In Britain, multiple clinicians working at the Gender Identity and Development Service (GIDS) at the Tavistock and Portman Trust, the central provider of youth gender medicine, tried to raise their concerns, only to have their fears dismissed as hostility toward trans people. Even those who stayed within the service have spoken about pressure from charities and lobbying groups to push children toward a medical pathway. As Cass notes, “There are few other areas of healthcare where professionals are so afraid to openly discuss their views, where people are vilified on social media, and where name-calling echoes the worst bullying behaviour.”

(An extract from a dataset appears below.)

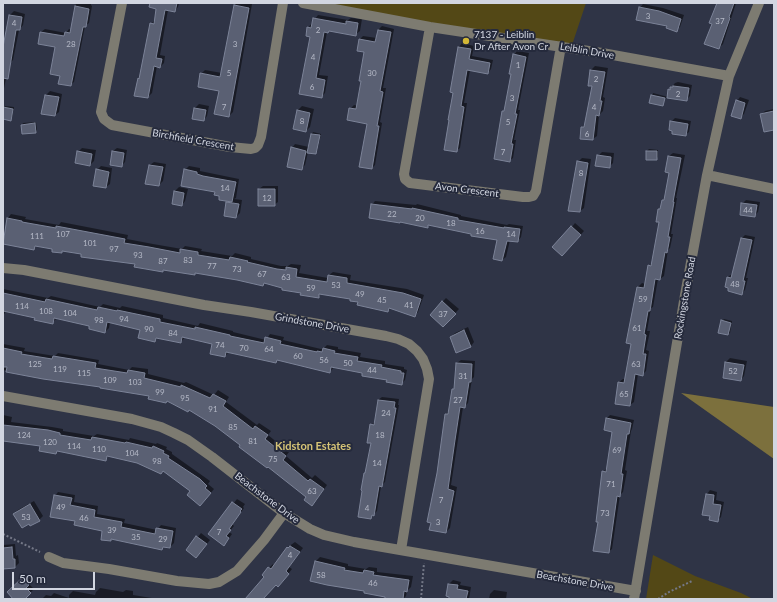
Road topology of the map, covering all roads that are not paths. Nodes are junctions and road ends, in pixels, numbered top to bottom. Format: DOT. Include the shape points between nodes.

This hostile climate has hampered attempts to collect robust data about real-world outcomes. The report’s research team at the University of York tried to follow up on 9,000 former GIDS patients but was informed by National Health Service authorities in England in January that “despite efforts to encourage the participation of the NHS gender clinics, the necessary cooperation had not been forthcoming.” Cass has since wondered aloud if this decision was “ideologically driven,” and she recommends that the clinics be “directed to comply” with her team’s request for data.

As I have written before, the intense polarization of the past few years around gender appears to be receding in Britain. Kamran Abbasi, the editor in chief of The BMJ, the country’s foremost medical journal, wrote an editorial praising the report and echoing its conclusion that many “studies in gender medicine fall woefully short in terms of methodological rigour.” The country’s left-wing Labour Party has already accepted that feminist concerns about gender self-identification are legitimate, and its health spokesperson, Wes Streeting, welcomed the Cass report as soon as it was published. (The ruling Conservatives have also enthusiastically embraced its conclusions, and the former health secretary Sajid Javid pushed through a law change that made its data collection possible.)  The LGBTQ charity Stonewall responded to the report by saying that some of its recommendations could be “positive,” and urged politicians to read it. Even Mermaids, the charity most associated with pushing the affirmative model in Britain, offered only lukewarm criticism that more gatekeeping could further increase waiting times.

The Cass report is a model for the treatment of fiercely debated social issues: nuanced, empathetic, evidence-based. It has taken a political debate and returned it to the realm of provable facts. And, unlike American medical groups, its author appears to have made a real effort to listen to people with opposing views, and attempted to reconcile their very different experiences of this topic. “I have spoken to transgender adults who are leading positive and successful lives, and feeling empowered by having made the decision to transition,” she writes in the introduction. “I have spoken to people who have detransitioned, some of whom deeply regret their earlier decisions.” What a difference from America, where detransitioners are routinely dismissed as Republican pawns and where even researchers who are trans themselves get pushback for investigating transition-related regret—and where red states have passed laws restricting care even for transgender adults, or have proposed removing civil-rights protections from them.

Has the Cass report gotten everything right? The methodology and conclusions of its research should be open to challenge and critique, as with any other study. But it is undoubtedly the work of serious people who have treated a delicate subject seriously. If you still think that concerns about child medical transition are nothing more than a moral panic, then I have a question: What evidence would change your mind?